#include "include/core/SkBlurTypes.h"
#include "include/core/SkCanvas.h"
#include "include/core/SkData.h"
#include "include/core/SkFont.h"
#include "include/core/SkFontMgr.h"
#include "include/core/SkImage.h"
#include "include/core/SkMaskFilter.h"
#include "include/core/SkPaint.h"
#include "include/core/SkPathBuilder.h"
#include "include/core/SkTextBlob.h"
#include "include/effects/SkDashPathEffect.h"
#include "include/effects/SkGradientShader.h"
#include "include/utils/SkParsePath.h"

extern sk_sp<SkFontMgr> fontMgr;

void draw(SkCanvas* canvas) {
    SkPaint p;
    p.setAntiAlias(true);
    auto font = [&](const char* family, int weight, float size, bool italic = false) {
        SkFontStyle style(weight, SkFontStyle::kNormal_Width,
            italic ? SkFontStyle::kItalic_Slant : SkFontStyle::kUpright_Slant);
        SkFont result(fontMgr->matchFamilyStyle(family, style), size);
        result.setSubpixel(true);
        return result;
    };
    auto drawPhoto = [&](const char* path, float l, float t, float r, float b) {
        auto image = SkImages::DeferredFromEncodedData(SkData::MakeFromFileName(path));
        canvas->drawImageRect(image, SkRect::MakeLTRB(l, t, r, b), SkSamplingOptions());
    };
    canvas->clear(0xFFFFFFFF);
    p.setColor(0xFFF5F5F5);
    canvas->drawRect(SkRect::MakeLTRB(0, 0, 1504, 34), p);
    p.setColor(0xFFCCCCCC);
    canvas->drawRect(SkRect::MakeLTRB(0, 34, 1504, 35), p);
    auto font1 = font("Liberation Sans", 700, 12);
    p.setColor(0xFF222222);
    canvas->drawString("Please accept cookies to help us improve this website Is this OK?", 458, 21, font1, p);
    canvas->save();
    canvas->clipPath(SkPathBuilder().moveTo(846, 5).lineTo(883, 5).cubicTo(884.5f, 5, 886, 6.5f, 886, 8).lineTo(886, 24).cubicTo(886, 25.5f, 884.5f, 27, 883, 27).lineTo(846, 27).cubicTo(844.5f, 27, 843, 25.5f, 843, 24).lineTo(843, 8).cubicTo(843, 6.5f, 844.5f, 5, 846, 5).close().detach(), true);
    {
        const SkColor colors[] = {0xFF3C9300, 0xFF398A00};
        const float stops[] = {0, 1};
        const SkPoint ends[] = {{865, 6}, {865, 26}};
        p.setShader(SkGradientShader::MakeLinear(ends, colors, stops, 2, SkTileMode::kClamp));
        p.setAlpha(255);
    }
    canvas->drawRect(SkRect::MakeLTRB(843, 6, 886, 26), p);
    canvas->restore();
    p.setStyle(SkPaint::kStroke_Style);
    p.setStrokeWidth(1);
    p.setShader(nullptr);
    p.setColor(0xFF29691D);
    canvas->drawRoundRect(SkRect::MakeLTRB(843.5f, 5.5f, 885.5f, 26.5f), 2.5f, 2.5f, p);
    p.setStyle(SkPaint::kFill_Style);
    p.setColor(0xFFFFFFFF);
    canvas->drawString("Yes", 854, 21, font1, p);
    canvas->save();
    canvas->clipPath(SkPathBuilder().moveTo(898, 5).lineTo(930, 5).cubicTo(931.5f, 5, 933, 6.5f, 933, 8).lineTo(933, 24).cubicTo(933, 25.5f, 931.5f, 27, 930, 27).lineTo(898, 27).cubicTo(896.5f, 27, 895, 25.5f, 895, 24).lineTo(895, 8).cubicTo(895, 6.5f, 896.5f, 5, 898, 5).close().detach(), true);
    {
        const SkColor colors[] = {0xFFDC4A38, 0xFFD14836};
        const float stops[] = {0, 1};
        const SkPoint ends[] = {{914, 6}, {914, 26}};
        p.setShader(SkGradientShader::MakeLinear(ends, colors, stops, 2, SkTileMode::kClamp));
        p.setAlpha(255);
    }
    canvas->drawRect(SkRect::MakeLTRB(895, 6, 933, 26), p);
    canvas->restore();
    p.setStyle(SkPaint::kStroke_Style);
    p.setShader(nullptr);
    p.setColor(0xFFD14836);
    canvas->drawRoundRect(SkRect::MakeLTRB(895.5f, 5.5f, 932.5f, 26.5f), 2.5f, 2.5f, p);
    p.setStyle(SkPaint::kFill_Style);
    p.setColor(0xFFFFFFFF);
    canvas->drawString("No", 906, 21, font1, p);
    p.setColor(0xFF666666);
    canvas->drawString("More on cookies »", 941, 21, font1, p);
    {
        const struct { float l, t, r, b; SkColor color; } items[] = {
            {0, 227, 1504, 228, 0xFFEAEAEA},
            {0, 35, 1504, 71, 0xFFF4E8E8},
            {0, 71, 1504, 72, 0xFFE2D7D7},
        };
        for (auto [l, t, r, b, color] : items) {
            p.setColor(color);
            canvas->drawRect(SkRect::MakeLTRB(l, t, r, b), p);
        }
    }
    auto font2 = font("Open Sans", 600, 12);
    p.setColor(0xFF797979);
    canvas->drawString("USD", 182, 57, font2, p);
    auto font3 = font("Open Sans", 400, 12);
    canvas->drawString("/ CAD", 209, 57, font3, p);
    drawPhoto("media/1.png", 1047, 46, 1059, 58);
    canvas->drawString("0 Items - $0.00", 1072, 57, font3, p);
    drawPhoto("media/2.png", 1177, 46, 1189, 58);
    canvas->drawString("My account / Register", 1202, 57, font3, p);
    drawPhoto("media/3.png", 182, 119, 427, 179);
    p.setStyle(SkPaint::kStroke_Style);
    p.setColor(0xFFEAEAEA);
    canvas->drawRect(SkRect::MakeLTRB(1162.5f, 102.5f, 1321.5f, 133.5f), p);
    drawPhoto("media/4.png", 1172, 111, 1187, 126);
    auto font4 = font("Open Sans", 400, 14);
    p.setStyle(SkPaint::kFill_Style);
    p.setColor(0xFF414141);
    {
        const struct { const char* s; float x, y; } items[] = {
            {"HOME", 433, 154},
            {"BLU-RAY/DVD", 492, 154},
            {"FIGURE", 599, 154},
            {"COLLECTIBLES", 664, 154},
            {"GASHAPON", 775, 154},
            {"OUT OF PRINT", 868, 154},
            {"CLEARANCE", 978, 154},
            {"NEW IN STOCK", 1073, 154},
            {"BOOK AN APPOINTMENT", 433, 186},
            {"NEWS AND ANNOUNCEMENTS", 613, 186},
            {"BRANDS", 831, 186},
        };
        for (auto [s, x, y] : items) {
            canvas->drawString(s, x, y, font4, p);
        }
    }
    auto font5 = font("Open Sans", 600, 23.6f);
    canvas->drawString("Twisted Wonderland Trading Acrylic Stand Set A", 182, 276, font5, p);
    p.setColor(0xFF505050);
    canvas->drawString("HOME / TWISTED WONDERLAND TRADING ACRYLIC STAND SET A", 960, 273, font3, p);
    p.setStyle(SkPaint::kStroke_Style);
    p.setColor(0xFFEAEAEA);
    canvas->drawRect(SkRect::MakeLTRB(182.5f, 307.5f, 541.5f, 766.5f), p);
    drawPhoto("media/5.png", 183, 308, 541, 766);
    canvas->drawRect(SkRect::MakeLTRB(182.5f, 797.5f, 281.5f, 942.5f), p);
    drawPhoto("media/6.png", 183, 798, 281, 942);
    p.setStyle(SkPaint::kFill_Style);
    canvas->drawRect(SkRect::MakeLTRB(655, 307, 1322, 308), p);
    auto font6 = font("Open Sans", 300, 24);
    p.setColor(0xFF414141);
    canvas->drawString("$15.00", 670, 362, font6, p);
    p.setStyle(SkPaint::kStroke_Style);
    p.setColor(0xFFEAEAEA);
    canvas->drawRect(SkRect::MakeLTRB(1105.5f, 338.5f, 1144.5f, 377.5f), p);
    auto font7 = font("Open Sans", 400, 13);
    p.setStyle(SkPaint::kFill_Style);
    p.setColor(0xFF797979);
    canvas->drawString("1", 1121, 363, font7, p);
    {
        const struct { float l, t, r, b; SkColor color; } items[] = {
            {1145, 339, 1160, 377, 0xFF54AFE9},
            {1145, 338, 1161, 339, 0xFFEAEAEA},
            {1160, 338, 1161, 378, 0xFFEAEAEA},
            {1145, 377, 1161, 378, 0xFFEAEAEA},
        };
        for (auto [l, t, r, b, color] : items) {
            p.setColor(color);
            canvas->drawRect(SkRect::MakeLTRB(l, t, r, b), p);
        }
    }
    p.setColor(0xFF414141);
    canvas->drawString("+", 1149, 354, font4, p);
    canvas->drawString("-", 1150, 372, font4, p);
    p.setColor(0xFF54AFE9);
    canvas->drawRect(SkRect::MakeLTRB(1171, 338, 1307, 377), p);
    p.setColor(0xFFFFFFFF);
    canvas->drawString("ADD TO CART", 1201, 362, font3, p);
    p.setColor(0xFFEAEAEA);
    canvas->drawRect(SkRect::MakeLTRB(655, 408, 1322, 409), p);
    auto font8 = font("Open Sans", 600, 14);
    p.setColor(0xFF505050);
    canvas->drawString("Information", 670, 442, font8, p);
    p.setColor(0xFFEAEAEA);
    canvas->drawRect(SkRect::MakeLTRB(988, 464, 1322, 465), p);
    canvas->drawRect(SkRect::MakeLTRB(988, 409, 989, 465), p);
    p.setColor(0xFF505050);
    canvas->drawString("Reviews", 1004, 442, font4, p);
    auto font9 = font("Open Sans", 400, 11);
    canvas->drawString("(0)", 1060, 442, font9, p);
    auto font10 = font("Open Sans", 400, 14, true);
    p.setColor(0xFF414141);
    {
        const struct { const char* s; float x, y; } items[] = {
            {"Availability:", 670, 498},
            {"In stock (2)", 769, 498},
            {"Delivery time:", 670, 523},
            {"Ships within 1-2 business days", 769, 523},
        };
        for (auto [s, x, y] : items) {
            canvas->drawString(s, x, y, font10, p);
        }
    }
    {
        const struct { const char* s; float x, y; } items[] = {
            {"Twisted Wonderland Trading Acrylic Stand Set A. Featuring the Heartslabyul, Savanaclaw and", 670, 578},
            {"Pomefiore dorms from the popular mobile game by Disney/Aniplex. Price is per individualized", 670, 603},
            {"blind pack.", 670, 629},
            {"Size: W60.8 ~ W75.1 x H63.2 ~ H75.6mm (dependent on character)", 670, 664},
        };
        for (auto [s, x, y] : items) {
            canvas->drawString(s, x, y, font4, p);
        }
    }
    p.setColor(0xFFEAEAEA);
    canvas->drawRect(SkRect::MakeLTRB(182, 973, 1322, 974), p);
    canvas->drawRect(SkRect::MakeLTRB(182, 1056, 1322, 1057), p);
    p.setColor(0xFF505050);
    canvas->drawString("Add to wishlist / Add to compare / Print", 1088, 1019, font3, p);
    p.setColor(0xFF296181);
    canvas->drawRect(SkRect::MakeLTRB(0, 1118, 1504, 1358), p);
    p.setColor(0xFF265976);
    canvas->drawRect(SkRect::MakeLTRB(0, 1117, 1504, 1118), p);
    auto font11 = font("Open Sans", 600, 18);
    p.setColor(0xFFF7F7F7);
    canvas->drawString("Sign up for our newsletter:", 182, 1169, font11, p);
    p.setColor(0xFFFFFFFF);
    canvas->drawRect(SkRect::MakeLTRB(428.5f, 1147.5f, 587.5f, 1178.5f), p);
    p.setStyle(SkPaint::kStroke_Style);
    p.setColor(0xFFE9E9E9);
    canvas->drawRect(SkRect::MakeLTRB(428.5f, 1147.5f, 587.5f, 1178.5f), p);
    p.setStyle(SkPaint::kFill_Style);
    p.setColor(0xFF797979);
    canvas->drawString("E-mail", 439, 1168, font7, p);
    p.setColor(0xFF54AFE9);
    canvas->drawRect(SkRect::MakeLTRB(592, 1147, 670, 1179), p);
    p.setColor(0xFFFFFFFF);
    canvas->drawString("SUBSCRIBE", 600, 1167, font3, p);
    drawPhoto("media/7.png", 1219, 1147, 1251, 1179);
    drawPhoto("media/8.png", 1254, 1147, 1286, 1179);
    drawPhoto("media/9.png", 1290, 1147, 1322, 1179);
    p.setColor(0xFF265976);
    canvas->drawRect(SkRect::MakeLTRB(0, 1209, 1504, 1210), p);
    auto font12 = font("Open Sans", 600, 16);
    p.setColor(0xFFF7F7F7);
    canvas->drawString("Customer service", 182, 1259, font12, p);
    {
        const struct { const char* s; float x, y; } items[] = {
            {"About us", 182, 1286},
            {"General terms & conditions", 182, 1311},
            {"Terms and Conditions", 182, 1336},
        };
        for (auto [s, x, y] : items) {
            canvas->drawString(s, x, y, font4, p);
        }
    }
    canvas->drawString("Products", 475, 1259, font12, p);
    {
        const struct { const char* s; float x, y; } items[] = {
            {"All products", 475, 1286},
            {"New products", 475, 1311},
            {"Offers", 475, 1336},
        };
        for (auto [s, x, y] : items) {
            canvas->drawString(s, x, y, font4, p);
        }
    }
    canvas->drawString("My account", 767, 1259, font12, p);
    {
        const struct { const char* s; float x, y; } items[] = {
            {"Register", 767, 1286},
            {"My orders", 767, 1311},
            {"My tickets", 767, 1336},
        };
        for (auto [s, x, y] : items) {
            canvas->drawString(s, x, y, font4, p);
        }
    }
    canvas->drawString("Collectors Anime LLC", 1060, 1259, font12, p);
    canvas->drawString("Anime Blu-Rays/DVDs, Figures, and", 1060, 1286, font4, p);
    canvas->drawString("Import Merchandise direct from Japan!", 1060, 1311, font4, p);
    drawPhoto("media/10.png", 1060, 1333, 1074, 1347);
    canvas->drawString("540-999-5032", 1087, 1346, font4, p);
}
+++
Required action: Everything from the line containing "1060, 1259, font12, p);" through the last line of the listing must be reproduced exactly, and no other line.

Expected answer:
    canvas->drawString("Collectors Anime LLC", 1060, 1259, font12, p);
    canvas->drawString("Anime Blu-Rays/DVDs, Figures, and", 1060, 1286, font4, p);
    canvas->drawString("Import Merchandise direct from Japan!", 1060, 1311, font4, p);
    drawPhoto("media/10.png", 1060, 1333, 1074, 1347);
    canvas->drawString("540-999-5032", 1087, 1346, font4, p);
}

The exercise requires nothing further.